▶ PROBLEM DETAILS: Your output must consist of the records printed verbatim, with the pictures excluded.

▶ MATERIAL TO PROCESS:
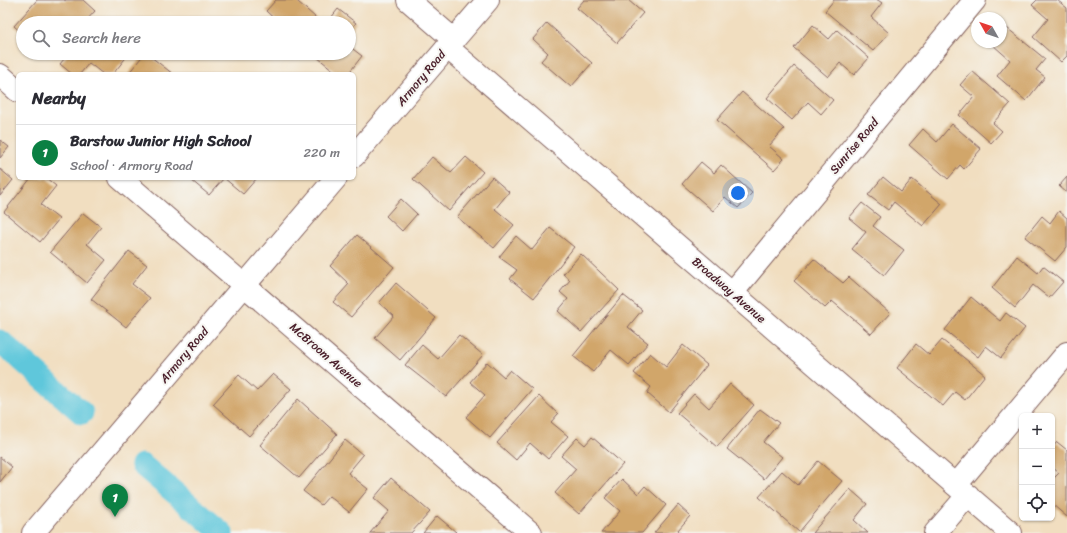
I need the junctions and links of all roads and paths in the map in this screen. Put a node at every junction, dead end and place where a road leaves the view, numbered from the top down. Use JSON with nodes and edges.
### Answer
{"nodes":[{"id":1,"x":408,"y":0,"type":"edge"},
{"id":2,"x":488,"y":0,"type":"edge"},
{"id":3,"x":975,"y":0,"type":"edge"},
{"id":4,"x":450,"y":44,"type":"junction"},
{"id":5,"x":0,"y":75,"type":"edge"},
{"id":6,"x":16,"y":89,"type":"edge"},
{"id":7,"x":356,"y":154,"type":"edge"},
{"id":8,"x":122,"y":180,"type":"edge"},
{"id":9,"x":334,"y":180,"type":"edge"},
{"id":10,"x":244,"y":285,"type":"junction"},
{"id":11,"x":732,"y":293,"type":"junction"},
{"id":12,"x":1067,"y":353,"type":"edge"},
{"id":13,"x":962,"y":490,"type":"junction"},
{"id":14,"x":33,"y":533,"type":"edge"},
{"id":15,"x":531,"y":533,"type":"edge"},
{"id":16,"x":935,"y":533,"type":"edge"},
{"id":17,"x":1011,"y":533,"type":"edge"}],
"edges":[{"from":1,"to":4,"type":"street","name":"Broadway Avenue"},
{"from":2,"to":4,"type":"street","name":"Armory Road"},
{"from":3,"to":11,"type":"street","name":"Sunrise Road"},
{"from":4,"to":7,"type":"street","name":"Armory Road"},
{"from":4,"to":11,"type":"street","name":"Broadway Avenue"},
{"from":5,"to":6,"type":"street"},
{"from":8,"to":10,"type":"street","name":"McBroom Avenue"},
{"from":9,"to":10,"type":"street","name":"Armory Road"},
{"from":10,"to":14,"type":"street","name":"Armory Road"},
{"from":10,"to":15,"type":"street","name":"McBroom Avenue"},
{"from":11,"to":13,"type":"street","name":"Broadway Avenue"},
{"from":12,"to":13,"type":"street"},
{"from":13,"to":16,"type":"street"},
{"from":13,"to":17,"type":"street","name":"Broadway Avenue"}]}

▶ RESPONSE FOR THIS EXERCISE:
I need the junctions and links of all roads and paths in the map in this screen. Put a node at every junction, dead end and place where a road leaves the view, numbered from the top down. Use JSON with nodes and edges.
### Answer
{"nodes":[{"id":1,"x":408,"y":0,"type":"edge"},
{"id":2,"x":488,"y":0,"type":"edge"},
{"id":3,"x":975,"y":0,"type":"edge"},
{"id":4,"x":450,"y":44,"type":"junction"},
{"id":5,"x":0,"y":75,"type":"edge"},
{"id":6,"x":16,"y":89,"type":"edge"},
{"id":7,"x":356,"y":154,"type":"edge"},
{"id":8,"x":122,"y":180,"type":"edge"},
{"id":9,"x":334,"y":180,"type":"edge"},
{"id":10,"x":244,"y":285,"type":"junction"},
{"id":11,"x":732,"y":293,"type":"junction"},
{"id":12,"x":1067,"y":353,"type":"edge"},
{"id":13,"x":962,"y":490,"type":"junction"},
{"id":14,"x":33,"y":533,"type":"edge"},
{"id":15,"x":531,"y":533,"type":"edge"},
{"id":16,"x":935,"y":533,"type":"edge"},
{"id":17,"x":1011,"y":533,"type":"edge"}],
"edges":[{"from":1,"to":4,"type":"street","name":"Broadway Avenue"},
{"from":2,"to":4,"type":"street","name":"Armory Road"},
{"from":3,"to":11,"type":"street","name":"Sunrise Road"},
{"from":4,"to":7,"type":"street","name":"Armory Road"},
{"from":4,"to":11,"type":"street","name":"Broadway Avenue"},
{"from":5,"to":6,"type":"street"},
{"from":8,"to":10,"type":"street","name":"McBroom Avenue"},
{"from":9,"to":10,"type":"street","name":"Armory Road"},
{"from":10,"to":14,"type":"street","name":"Armory Road"},
{"from":10,"to":15,"type":"street","name":"McBroom Avenue"},
{"from":11,"to":13,"type":"street","name":"Broadway Avenue"},
{"from":12,"to":13,"type":"street"},
{"from":13,"to":16,"type":"street"},
{"from":13,"to":17,"type":"street","name":"Broadway Avenue"}]}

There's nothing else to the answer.